Count the lines in the material below that contain the word "played" and give the number alone.
☆ ☆ ☆ ☆
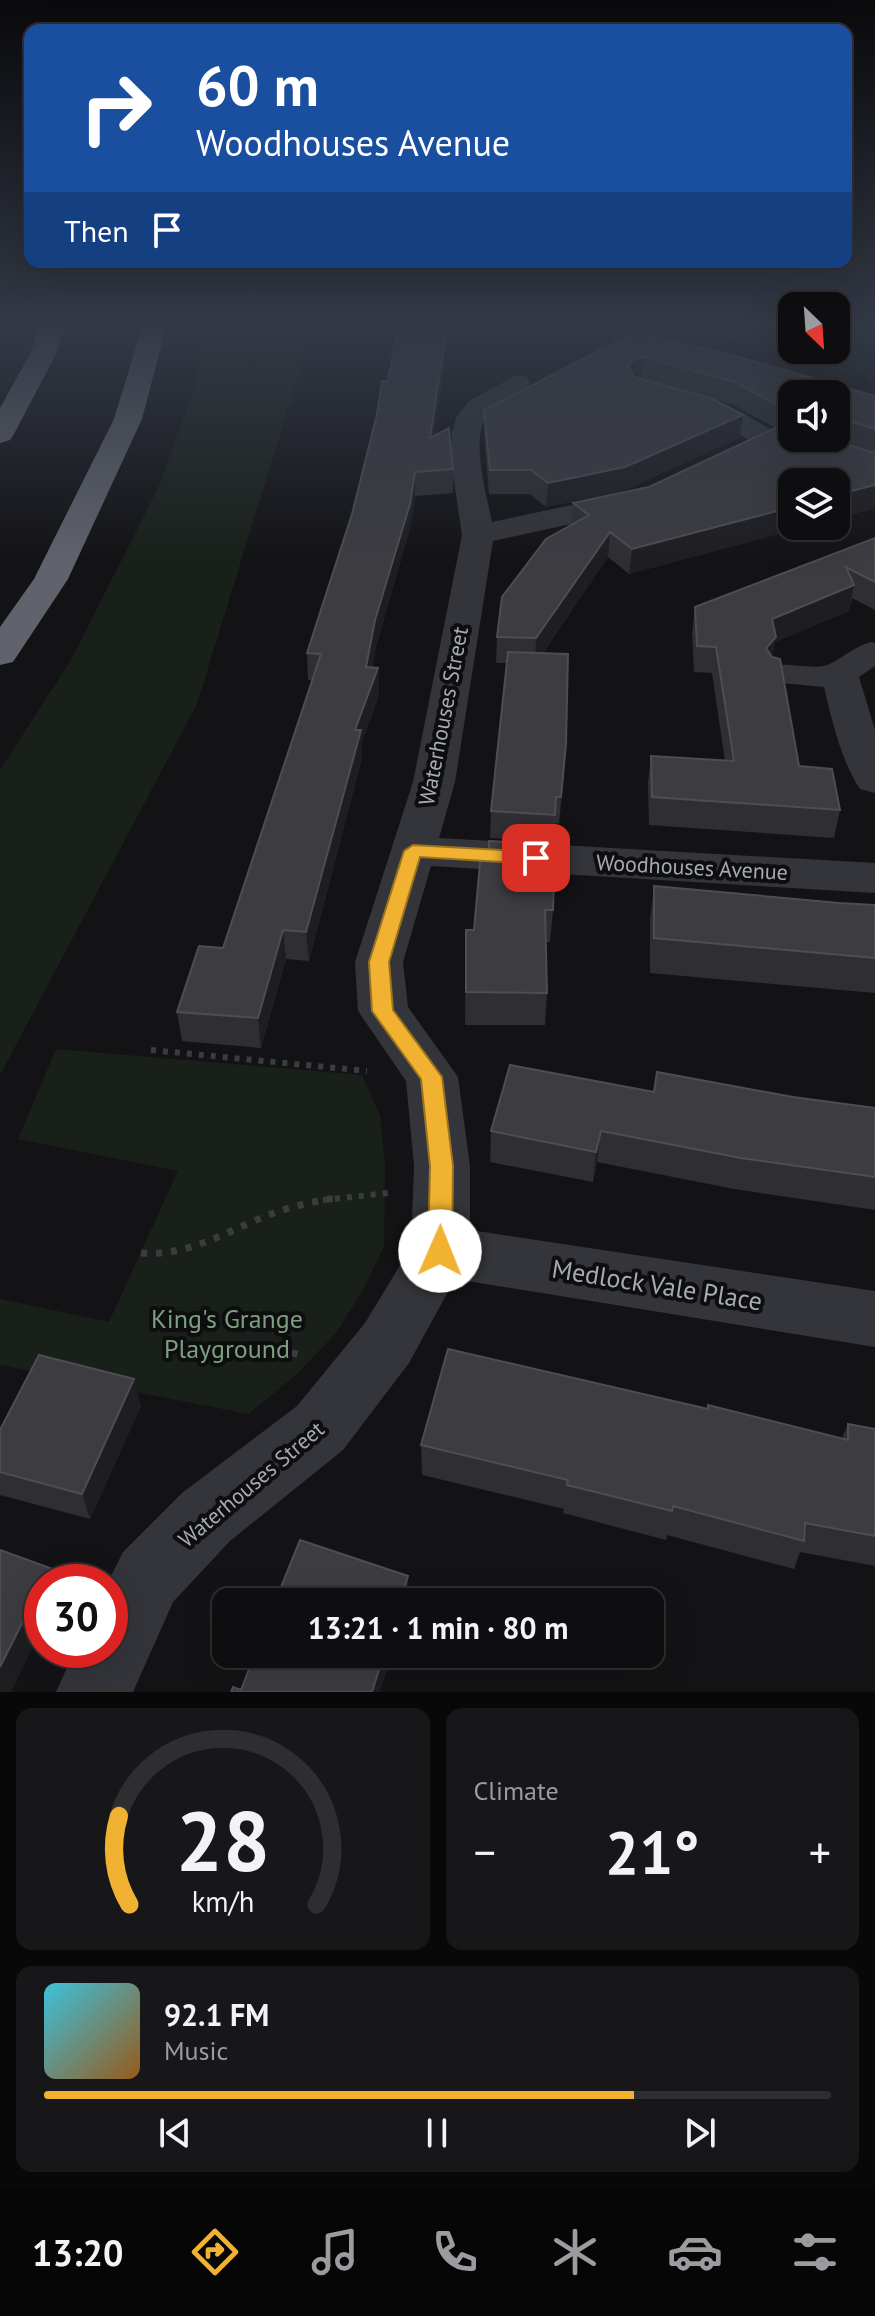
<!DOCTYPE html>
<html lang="en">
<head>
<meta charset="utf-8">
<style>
  body { margin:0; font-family:"PT Sans",sans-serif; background:#171719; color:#f1f3f6; height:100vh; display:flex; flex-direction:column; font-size:30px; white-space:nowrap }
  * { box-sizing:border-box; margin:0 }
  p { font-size:26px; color:#9b9c9f }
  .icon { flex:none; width:44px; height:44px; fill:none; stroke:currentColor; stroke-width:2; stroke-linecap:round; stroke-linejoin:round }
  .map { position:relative; height:1692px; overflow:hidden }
  .panel { display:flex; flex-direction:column; gap:16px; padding:16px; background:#080809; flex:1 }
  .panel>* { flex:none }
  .guide { position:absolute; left:24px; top:24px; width:828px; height:244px; border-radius:16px; box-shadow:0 8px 32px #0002,0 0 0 2px #2e2e30; background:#1a4fa0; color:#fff; overflow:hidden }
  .needle { width:52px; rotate:155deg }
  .fabs { position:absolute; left:778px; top:292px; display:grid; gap:16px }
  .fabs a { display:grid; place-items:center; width:72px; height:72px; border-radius:16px; background:#0e0e10; box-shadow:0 8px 32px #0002,0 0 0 2px #2e2e30; font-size:40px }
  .speed { position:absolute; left:24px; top:1564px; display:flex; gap:16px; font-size:40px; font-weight:700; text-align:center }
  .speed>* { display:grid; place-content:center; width:104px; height:104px; border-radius:50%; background:#0e0e10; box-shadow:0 8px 32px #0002,0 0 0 2px #2e2e30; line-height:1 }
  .speed .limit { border:12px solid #d22; background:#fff; color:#111 }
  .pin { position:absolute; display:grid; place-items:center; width:68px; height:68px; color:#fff; margin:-34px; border-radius:16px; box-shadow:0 4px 12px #0006 }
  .me { position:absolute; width:88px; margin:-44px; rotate:1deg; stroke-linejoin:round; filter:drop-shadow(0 0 6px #0008) }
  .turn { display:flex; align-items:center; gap:28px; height:168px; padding:0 40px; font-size:36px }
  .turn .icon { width:104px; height:104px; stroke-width:2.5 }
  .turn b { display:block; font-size:56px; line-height:68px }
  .then { display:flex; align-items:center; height:76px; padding:0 40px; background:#0003; gap:16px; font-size:30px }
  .big { font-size:60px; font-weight:600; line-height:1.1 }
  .panel .tile { flex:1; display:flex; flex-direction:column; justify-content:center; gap:12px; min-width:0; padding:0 28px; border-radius:16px; background:#171719 }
  .panel .dial { align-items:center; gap:0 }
  .dial svg { height:208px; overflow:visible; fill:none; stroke:#2e2e30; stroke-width:7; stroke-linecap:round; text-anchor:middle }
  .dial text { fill:#f1f3f6; stroke:none }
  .song { display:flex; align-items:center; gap:24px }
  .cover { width:96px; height:96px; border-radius:12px; background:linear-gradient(135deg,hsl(190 70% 55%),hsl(30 70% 35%)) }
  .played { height:8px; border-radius:4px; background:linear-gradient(90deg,#f0b230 75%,#2e2e30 75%) }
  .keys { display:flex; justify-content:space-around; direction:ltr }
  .heat { display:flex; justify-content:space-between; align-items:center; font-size:44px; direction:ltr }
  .panel .tiles { flex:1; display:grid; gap:16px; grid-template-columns:1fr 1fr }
  .tile:last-child { grid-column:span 2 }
  .trip { position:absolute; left:212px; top:1588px; width:452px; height:80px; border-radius:16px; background:#0e0e10; box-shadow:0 8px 32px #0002,0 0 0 2px #2e2e30; font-weight:600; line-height:80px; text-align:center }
  .menu { display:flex; height:128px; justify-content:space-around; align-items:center; background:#060606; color:#9b9c9f }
  .menu .icon { width:56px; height:56px }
  .menu .active { color:#f0b230 }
  .menu b { font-size:36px; color:#f1f3f6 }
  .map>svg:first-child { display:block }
</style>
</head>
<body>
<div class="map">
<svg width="875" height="1692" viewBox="0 0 875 1692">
  <rect width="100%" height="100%" fill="#131315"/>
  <!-- green -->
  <path fill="#19201a" d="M205 327H313L197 704 0 1075V770L71 660 160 484 196 381Z
    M686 327H792V350H836V327H875V380Z
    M56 1049 362 1075 380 1116 385 1164 384 1246 363 1290 336 1333 296 1375 248 1414 0 1365V1299L109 1322 178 1171 18 1139Z"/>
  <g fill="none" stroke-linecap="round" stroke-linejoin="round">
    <!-- path-far1 -->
    <path stroke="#3a3c41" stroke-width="6" stroke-dasharray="5 7" stroke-linecap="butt" d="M151 1050 367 1071
      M323 1200 388 1193"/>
    <!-- path -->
    <path stroke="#3a3c41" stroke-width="7" stroke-dasharray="6 9" stroke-linecap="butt" d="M141 1253C187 1256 220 1235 261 1218 285 1208 310 1202 335 1198
      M277 1350 303 1355"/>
    <!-- street -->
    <path fill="#34353a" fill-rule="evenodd" d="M517 375 527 377 530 383C521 397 502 401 490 412 468 433 487 496 492 522L628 493 639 495 644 502 639 509 493 541 455 782 439 838 875 863V893L431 866 403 962 408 1007 458 1077 470 1166V1230L875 1291V1347L455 1279 409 1363 343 1450 230 1541 173 1602 133 1692H56L75 1650H110L108 1582 123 1552 182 1493 297 1406 365 1323 411 1247 414 1166 406 1081 358 1011 355 962 413 782 462 535 452 468V433L456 418 469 401Z
      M687 394 731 407 778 433 783 439 778 445H758L711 419 677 408 673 402 677 396Z
      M871 642 875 643V666L859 677 875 730V793L860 789C841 760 832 721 824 687L770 682 764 674 770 666C786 662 815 670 827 665 842 659 854 646 871 642Z"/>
    <!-- highway -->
    <path fill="#60636b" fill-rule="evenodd" d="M40 327H64L56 354 14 434 10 440 0 443V408L30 354Z
      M142 327H166L142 419 68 579 13 662 0 665V627L34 579 114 419Z"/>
  </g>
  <!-- wall -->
  <path fill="#2f2f33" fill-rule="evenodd" d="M398 327H450L434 436 453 469V493L415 496 410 528 376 647 372 668H378L379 695 362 742V758L309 961 286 959 261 1048 182 1041 177 1012 223 948 312 680H308L307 653 352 514 388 381Z
    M633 333 875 396V508L629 574 608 557 543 653 564 770 559 824 555 823 554 842 490 838 491 811 507 663H496L497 637 571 525 573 503 649 487 777 427H774L732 404 642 379 743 415 739 438 623 491 546 507 530 494H489L484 433V410ZM792 394H836V438H827L862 449 792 438Z
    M875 538V610L852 598 849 611 775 642 772 657 799 766 840 810 834 838 649 825 648 783 651 756 725 761 712 673 694 672 692 633 695 607Z
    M489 852 553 910 550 942H546L547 993 545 1025H465L466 930H474Z
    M654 886 839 903 875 905V993L650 973V920Z
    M654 1092 793 1097 875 1108V1210L734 1189 597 1162 593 1182 490 1162 491 1131Z
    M141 1406 90 1519 0 1495V1430Z
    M707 1409 842 1438 848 1424 875 1429V1566L800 1552 794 1569 667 1535 666 1540 563 1513 564 1509 422 1475 421 1445Z"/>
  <!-- shaded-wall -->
  <path fill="#1e1e21" d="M447 327H450L431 461 430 438Z
    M644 357 642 379 632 381 628 367 634 359Z
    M743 415 739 438 623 491 546 507 548 483Z
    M415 472V496L410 528 376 647 367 694 366 667 375 620Z
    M875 485V508L836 518V495Z
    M792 507V526H807L629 574 632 549Z
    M610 532 608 557 535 664 536 638Z
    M854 585 849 611 775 642 771 663 766 648 772 619Z
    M378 668 379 695 362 742V758L309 961 306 932 355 730Z
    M283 930 286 959 261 1048 258 1018Z
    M601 1131 597 1162 593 1182 596 1152Z
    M134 1379 141 1406 90 1519 82 1494Z
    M50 1568 56 1582H43Z
    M408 1576 409 1602H400Z
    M42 1584V1628L11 1692H0V1667Z
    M384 1654H392L380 1692H372Z"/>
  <!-- building -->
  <path fill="#3c3c41" stroke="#4c4e53" stroke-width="2" d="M398 327H447L430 438 449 428 453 469 415 472 410 504 375 620 366 667 378 668 355 730H361L306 932 283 930 258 1018 177 1012 199 946 223 948 321 654 307 653 352 514 377 414 382 381H388Z
    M633 333 739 357 875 396V403L873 404 875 405V429L836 417V394H792V406L777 405 735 382 644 357 634 359 628 367 634 377 713 399 743 415 625 467 548 483 531 470H490L484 410Z
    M777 427 792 428V438H825L875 453V485L836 495V482H792V507L632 549 610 532 536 638 497 637 502 597 546 539 589 515 573 503 649 487Z
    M875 538V582L846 567 854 585 772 619 776 637 766 648 772 657 780 659 799 766 832 769 840 810 652 797 651 756 734 761 716 647 697 646 695 607Z
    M508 652 568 654 566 744 561 797H556L555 815 491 811Z
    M489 841 555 844 553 910H545L547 993 466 992V930H474L481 852H489Z
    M654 886 839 903 875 905V958L654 938Z
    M510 1065 654 1092 657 1072 793 1097 875 1108V1177L741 1158 601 1131 596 1152 491 1131Z
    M448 1349 708 1409V1405L848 1440V1424L875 1429V1536L805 1523 804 1541 673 1506 672 1511 567 1485 568 1480 421 1445Z
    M39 1355 134 1379 82 1494 0 1472V1430Z
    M300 1540 408 1576 400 1602H275Z
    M0 1550 50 1568 0 1667Z
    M255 1654H384L372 1692H231L233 1687 241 1690Z"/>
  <!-- sky -->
  <linearGradient id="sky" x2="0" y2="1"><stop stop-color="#0a0a0c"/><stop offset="0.58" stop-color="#333946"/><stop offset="1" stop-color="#333946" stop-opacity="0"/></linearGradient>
  <rect width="875" height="563" fill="url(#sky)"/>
  <!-- route -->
  <path fill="#f0b230" stroke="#9c741f" stroke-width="2" d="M413 845 536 852 545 858 536 864 420 857 389 962 393 1010 442 1077 453 1166 452 1251 448 1259 440 1262 431 1259 428 1251 430 1166 421 1079 372 1011 369 962 404 851Z"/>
  <g text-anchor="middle" stroke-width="8" stroke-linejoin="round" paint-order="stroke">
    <!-- street labels -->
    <g font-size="22" fill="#a5aab5" stroke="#0e0e10">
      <text transform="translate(443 716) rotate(-79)" y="8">Waterhouses Street</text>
      <text transform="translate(692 867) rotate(3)" y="8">Woodhouses Avenue</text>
      <text transform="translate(251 1484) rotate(-40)" y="8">Waterhouses Street</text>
    </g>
    <!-- near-street labels -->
    <g font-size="26" fill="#a5aab5" stroke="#0e0e10">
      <text transform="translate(657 1285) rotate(9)" y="9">Medlock Vale Place</text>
    </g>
    <!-- near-park labels -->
    <g font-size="26" fill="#7ca07f" stroke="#0e0e10">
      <text x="227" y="1328">King's Grange<tspan x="227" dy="30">Playground</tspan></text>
    </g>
  </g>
</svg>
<div class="fabs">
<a><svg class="needle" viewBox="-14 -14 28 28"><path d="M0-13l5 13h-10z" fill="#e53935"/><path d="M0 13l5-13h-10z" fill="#9b9c9f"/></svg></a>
<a><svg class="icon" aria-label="sound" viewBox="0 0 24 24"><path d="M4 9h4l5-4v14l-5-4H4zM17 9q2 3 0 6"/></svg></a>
<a><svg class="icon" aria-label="layers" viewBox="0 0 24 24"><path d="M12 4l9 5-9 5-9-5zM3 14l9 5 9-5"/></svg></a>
</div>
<div class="speed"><div class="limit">30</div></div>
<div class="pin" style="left:536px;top:858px;background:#d93025"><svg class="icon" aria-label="arrive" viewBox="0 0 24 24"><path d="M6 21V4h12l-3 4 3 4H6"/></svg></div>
<svg class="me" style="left:440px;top:1251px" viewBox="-20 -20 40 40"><circle r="19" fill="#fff"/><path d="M0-13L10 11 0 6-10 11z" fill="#f0b230"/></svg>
<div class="trip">13:21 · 1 min · 80 m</div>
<div class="guide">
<div class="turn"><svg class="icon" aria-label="right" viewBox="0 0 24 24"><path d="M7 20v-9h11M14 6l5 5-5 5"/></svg><div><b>60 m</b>Woodhouses Avenue</div></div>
<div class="then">Then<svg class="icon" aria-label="arrive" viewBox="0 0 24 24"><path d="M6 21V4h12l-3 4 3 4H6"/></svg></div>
</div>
</div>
<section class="panel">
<div class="tiles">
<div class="tile dial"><svg viewBox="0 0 100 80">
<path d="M14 69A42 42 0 1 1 86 69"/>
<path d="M14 69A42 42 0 0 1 10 35" stroke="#f0b230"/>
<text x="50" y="56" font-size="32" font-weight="700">28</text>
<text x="50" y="72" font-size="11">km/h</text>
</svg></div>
<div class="tile"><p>Climate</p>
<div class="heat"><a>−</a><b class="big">21°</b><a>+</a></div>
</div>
<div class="tile">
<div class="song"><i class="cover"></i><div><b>92.1 FM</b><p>Music</p></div></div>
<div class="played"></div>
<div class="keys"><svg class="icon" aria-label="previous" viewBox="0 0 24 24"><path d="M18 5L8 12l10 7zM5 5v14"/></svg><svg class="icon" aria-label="pause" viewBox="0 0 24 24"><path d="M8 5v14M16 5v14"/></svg><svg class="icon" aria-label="next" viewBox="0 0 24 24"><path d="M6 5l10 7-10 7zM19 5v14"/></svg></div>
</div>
</div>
</section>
<nav class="menu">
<b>13:20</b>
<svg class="icon active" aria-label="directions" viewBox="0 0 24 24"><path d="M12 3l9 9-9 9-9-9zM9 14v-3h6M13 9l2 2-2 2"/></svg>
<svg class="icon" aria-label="music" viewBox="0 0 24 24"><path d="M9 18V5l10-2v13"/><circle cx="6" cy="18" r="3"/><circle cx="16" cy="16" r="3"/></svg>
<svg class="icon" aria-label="phone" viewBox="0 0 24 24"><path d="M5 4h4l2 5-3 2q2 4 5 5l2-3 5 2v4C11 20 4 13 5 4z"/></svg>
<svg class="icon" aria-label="climate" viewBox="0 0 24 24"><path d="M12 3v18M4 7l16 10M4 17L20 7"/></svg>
<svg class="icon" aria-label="car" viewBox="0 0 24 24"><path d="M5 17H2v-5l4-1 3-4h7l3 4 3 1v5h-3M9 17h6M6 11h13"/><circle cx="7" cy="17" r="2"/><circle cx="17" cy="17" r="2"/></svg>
<svg class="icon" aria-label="filters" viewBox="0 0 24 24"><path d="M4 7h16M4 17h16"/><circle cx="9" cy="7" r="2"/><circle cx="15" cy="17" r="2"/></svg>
</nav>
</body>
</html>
☆ ☆ ☆ ☆
- Answer for the task:
2